Under the auspices of this Society some important historical work has been done. Dr. Kohl’s book is the most elaborate summary yet made of the early explorations on our New England coast. The labors of Dr. Woods have been the subject of consideration in Dr. E. A. Park’s Life and Character of Leonard Woods, Andover, 1880, 52 pp., and in Dr. C. C. Everett’s notice in Me. Hist. Coll., viii. 481, and in Mass. Hist. Soc. Proc., xviii. 15. The late George Folsom opened an important field of investigation in his Catalogue of Original Documents in the English Archives relating to the Early History of Maine, privately printed, New York, 1858, which covers the years 1601-1700, and is said to have been compiled for him by Mr. H. G. Somerby. See N. E. Hist. and Geneal. Reg.,1859, p. 262, and 1869, p. 481. Of the labors of William D. Williamson, the principal historian of the State, there is due record in the Historical Magazine, xiii. 265, May, 1868, and in the N. E. Hist. and Geneal. Reg., i. 90. The Hon. William Willis, of whom there are accounts in the Maine Hist. Coll., vii. 473, and in the N. E. Hist. and Geneal. Reg., 1873, p. 1, was for many years the president of the Society, and besides furnishing many communications, he issued a bibliography of Maine in Norton’s Literary Letter, no. 4, 1859, which was much enlarged in the Historical Magazine, xvii. 145, March, 1870. In connection with this subject the bibliography in Griffin’s History of the Press in Maine, 1872, deserves notice. There is in the Hist. Mag., Jan. 1868, an account of the Maine Historical Society and the historical investigations it has patronized.

A list of the charters and grants on the Maine coast is given in the Hist. Mag., March, 1870, p. 154. See in this connection S. F. Haven’s lecture in the Mass. Hist. Soc. Lowell Lectures.

DR. JOHN G. KOHL.

We are indebted for the photograph used by the engraver to Dr. Kohl’s successor in the librarianship of the Public Library at Bremen, Dr. Heinrich Bulthaupt.

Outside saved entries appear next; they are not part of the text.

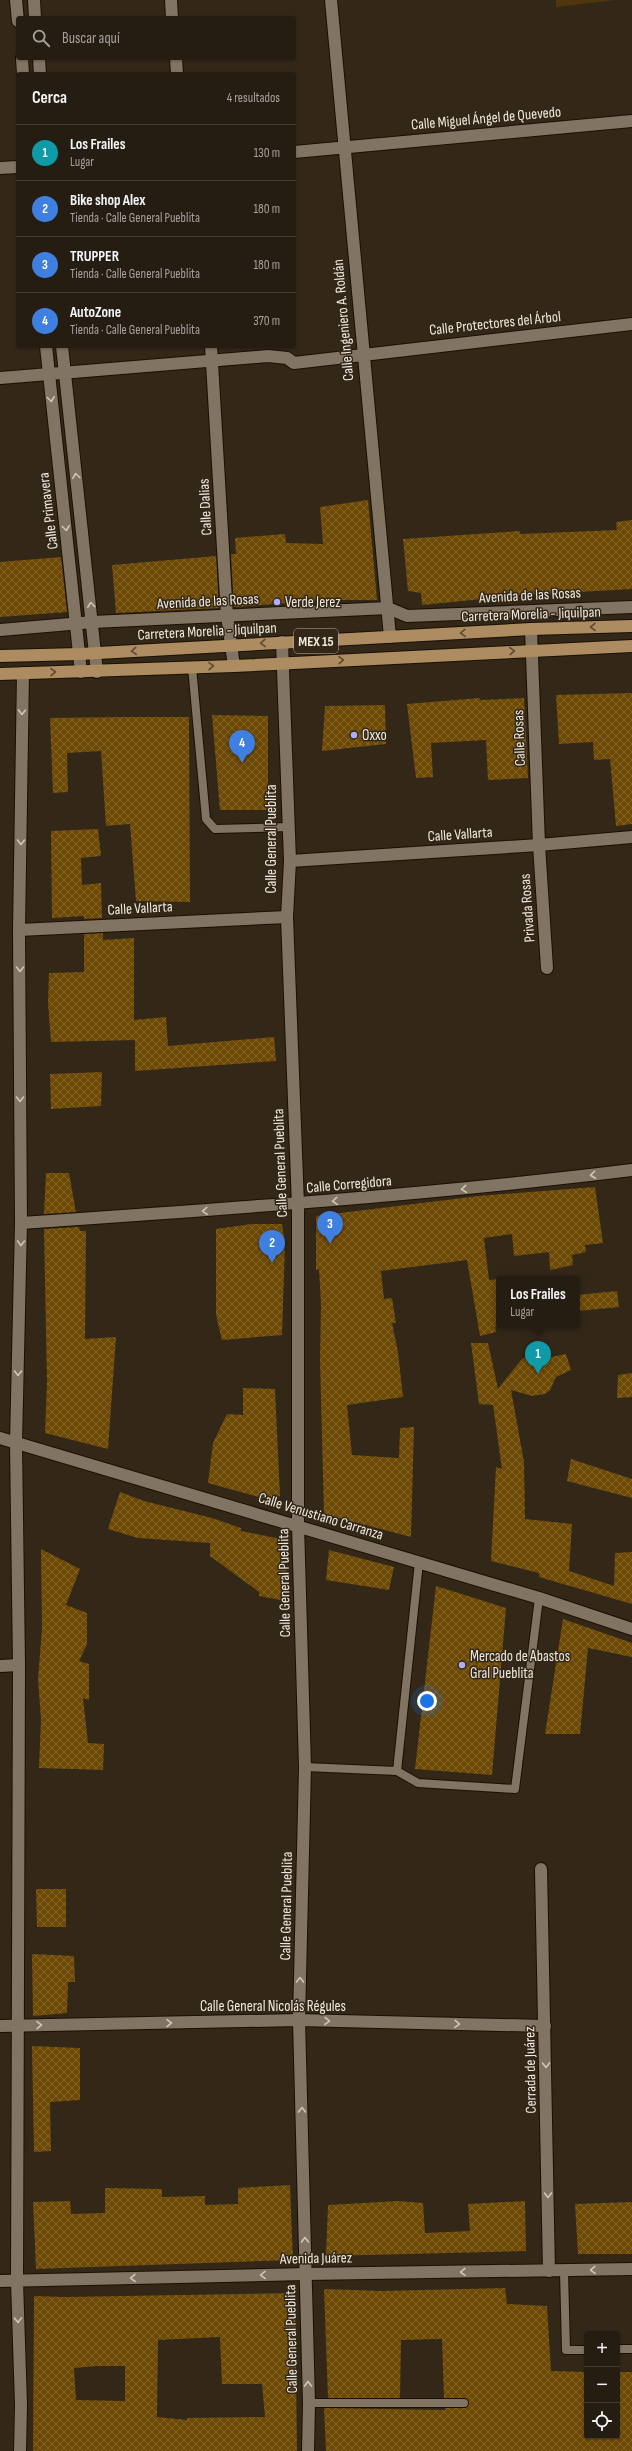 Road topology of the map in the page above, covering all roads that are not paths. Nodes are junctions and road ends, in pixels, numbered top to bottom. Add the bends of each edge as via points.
1 (16, 0) edge
2 (34, 0) edge
3 (171, 0) edge
4 (330, 0) edge
5 (18, 16) edge
6 (35, 16) edge
7 (172, 16) edge
8 (22, 60) edge
9 (39, 60) edge
10 (176, 60) edge
11 (23, 72) edge
12 (40, 72) edge
13 (178, 72) edge
14 (632, 121) edge
15 (343, 147) junction
16 (296, 152) edge
17 (16, 167) edge
18 (0, 168) edge
19 (632, 324) edge
20 (46, 348) edge
21 (62, 348) edge
22 (211, 348) edge
23 (362, 354) junction
24 (213, 360) junction
25 (48, 373) junction
26 (64, 374) junction
27 (0, 378) edge
28 (632, 606) edge
29 (388, 608) junction
30 (227, 616) junction
31 (93, 622) junction
32 (77, 625) junction
33 (632, 626) edge
34 (531, 629) junction
35 (0, 630) edge
36 (390, 636) junction
37 (282, 642) junction
38 (232, 644) junction
39 (632, 646) edge
40 (531, 650) junction
41 (96, 653) junction
42 (80, 654) junction
43 (0, 656) edge
44 (283, 663) junction
45 (234, 666) junction
46 (192, 667) junction
47 (81, 672) junction
48 (97, 672) junction
49 (23, 673) junction
50 (0, 674) edge
51 (289, 827) junction
52 (632, 837) edge
53 (539, 845) junction
54 (290, 861) junction
55 (287, 917) junction
56 (19, 930) junction
57 (547, 968) dead end
58 (632, 1170) edge
59 (298, 1204) junction
60 (21, 1223) junction
61 (0, 1438) edge
62 (16, 1443) junction
63 (298, 1525) junction
64 (419, 1562) junction
65 (539, 1598) junction
66 (632, 1630) edge
67 (18, 1665) junction
68 (0, 1666) edge
69 (305, 1767) junction
70 (397, 1771) junction
71 (541, 1869) dead end
72 (299, 2020) junction
73 (0, 2026) edge
74 (16, 2026) junction
75 (545, 2026) junction
76 (632, 2269) edge
77 (548, 2271) junction
78 (564, 2271) junction
79 (306, 2274) junction
80 (0, 2281) edge
81 (17, 2281) junction
82 (620, 2349) edge
83 (632, 2349) edge
84 (584, 2350) edge
85 (309, 2402) junction
86 (464, 2403) dead end
87 (20, 2451) edge
88 (308, 2451) edge

1 - 5 street
2 - 6 street
3 - 7 street
4 - 15 street, Calle Ingeniero A. Roldán
8 - 11 street
9 - 12 street
10 - 13 street
14 - 15 street, Calle Miguel Ángel de Quevedo
15 - 16 street, Calle Miguel Ángel de Quevedo
15 - 23 street, Calle Ingeniero A. Roldán
17 - 18 street
19 - 23 street, Calle Protectores del Árbol
20 - 25 street, Calle Primavera
21 - 26 street
22 - 24 street, Calle Dalias
23 - 24 street, Calle Protectores del Árbol via 294,363 287,358 268,356
23 - 29 street, Calle Ingeniero A. Roldán
24 - 26 street, Calle Protectores del Árbol
24 - 30 street, Calle Dalias
25 - 26 street, Calle Protectores del Árbol
25 - 27 street, Calle Protectores del Árbol
25 -> 32 street, Calle Primavera
31 -> 26 street
28 - 29 street, Avenida de las Rosas via 407,616
29 - 30 street, Avenida de las Rosas
29 - 36 street, Calle Ingeniero A. Roldán
30 - 31 street, Avenida de las Rosas
30 - 38 street, Calle Dalias
31 - 32 street, Avenida de las Rosas
31 - 41 street
32 - 35 street, Avenida de las Rosas
32 - 42 street, Calle Primavera
33 -> 34 main road, Carretera Morelia - Jiquilpan / MEX 15
34 -> 36 main road, Carretera Morelia - Jiquilpan / MEX 15
34 - 40 street, Calle Rosas
36 - 37 main road, Carretera Morelia - Jiquilpan / MEX 15
37 -> 38 main road, Carretera Morelia - Jiquilpan / MEX 15
37 - 44 street, Calle General Pueblita
38 -> 41 main road, Carretera Morelia - Jiquilpan / MEX 15
38 - 45 street, Calle Dalias
39 - 40 main road, MEX 15
44 -> 40 main road, MEX 15
40 - 53 street, Calle Rosas
41 - 42 main road, Carretera Morelia - Jiquilpan / MEX 15
41 - 48 street
42 - 43 main road, Carretera Morelia - Jiquilpan / MEX 15
42 - 47 street, Calle Primavera
44 - 45 main road, MEX 15
44 - 51 street, Calle General Pueblita
46 -> 45 main road, MEX 15
46 - 48 main road, MEX 15
46 - 51 lane via 206,819 215,829
47 - 48 main road, MEX 15
49 -> 47 main road, MEX 15
49 - 50 main road, MEX 15
49 -> 56 street
51 - 54 street, Calle General Pueblita
52 - 53 street, Calle Vallarta
53 - 54 street, Calle Vallarta
53 - 57 street, Privada Rosas
54 - 55 street, Calle General Pueblita
55 - 56 street, Calle Vallarta
55 - 59 street, Calle General Pueblita
56 -> 60 street
58 -> 59 street, Calle Corregidora
59 -> 60 street, Calle Corregidora
59 - 63 street, Calle General Pueblita
60 -> 62 street
61 - 62 street, Calle Venustiano Carranza
62 - 63 street, Calle Venustiano Carranza
62 - 67 street
63 - 64 street, Calle Venustiano Carranza
63 - 69 street, Calle General Pueblita
64 - 65 street, Calle Venustiano Carranza
64 - 70 lane
65 - 66 street, Calle Venustiano Carranza
65 - 70 lane via 515,1789 418,1783
67 - 68 street
67 - 74 street
69 - 70 lane
72 -> 69 street, Calle General Pueblita
71 - 75 street, Cerrada de Juárez
74 -> 72 street, Calle General Nicolás Régules
72 -> 75 street, Calle General Nicolás Régules
79 -> 72 street, Calle General Pueblita
73 - 74 street, Calle General Nicolás Régules
74 - 81 street
75 -> 77 street, Cerrada de Juárez
76 -> 78 street, Avenida Juárez
77 - 78 street, Avenida Juárez
77 -> 79 street, Avenida Juárez
78 - 84 lane via 566,2350
79 -> 81 street, Avenida Juárez
85 -> 79 street, Calle General Pueblita
80 - 81 street, Avenida Juárez
81 -> 87 street
82 - 83 lane
85 - 86 lane
85 - 88 street, Calle General Pueblita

No name ranks higher than Kohl’s in the investigations of our early North American geography. “From my childhood,” he says, “I was highly interested in geographical researches in connection with history.” Having gathered much material on the early cartographical history of America in the archives and libraries of Europe, he came to this country, and receiving an appropriation from Congress to enable him to make copies of his maps for the Government, he undertook that work, the results of which are now in the State Department at Washington. All that he desired to do was not provided for by the order of Congress, and he returned to Europe disappointed in his hopes, but leaving behind him, besides the collections in Washington, a memoir with maps on the discovery of the western coast of America, which is now in the library of the American Antiquarian Society. In Europe he annotated and published at Munich in fac-simile the two oldest general maps of America, those known as Ribero’s and Ferdinando Columbus’s, and a treatise on the history of the Gulf Stream, as well as a condensed popular history of the discovery of America. In 1868 he undertook, what proved to be his chief contribution to American historical geography, his Discovery of Maine. He did not feel that he had accomplished all in this that he would; but it still remains the most important essay since Humboldt in that peculiar field. See Charles Deane’s notice of Kohl in Mass. Hist. Soc. Proc., Dec. 1878, and the memoir in the Beilage zur Allgemeinen Zeitung, Augsburg, July 9, 1879.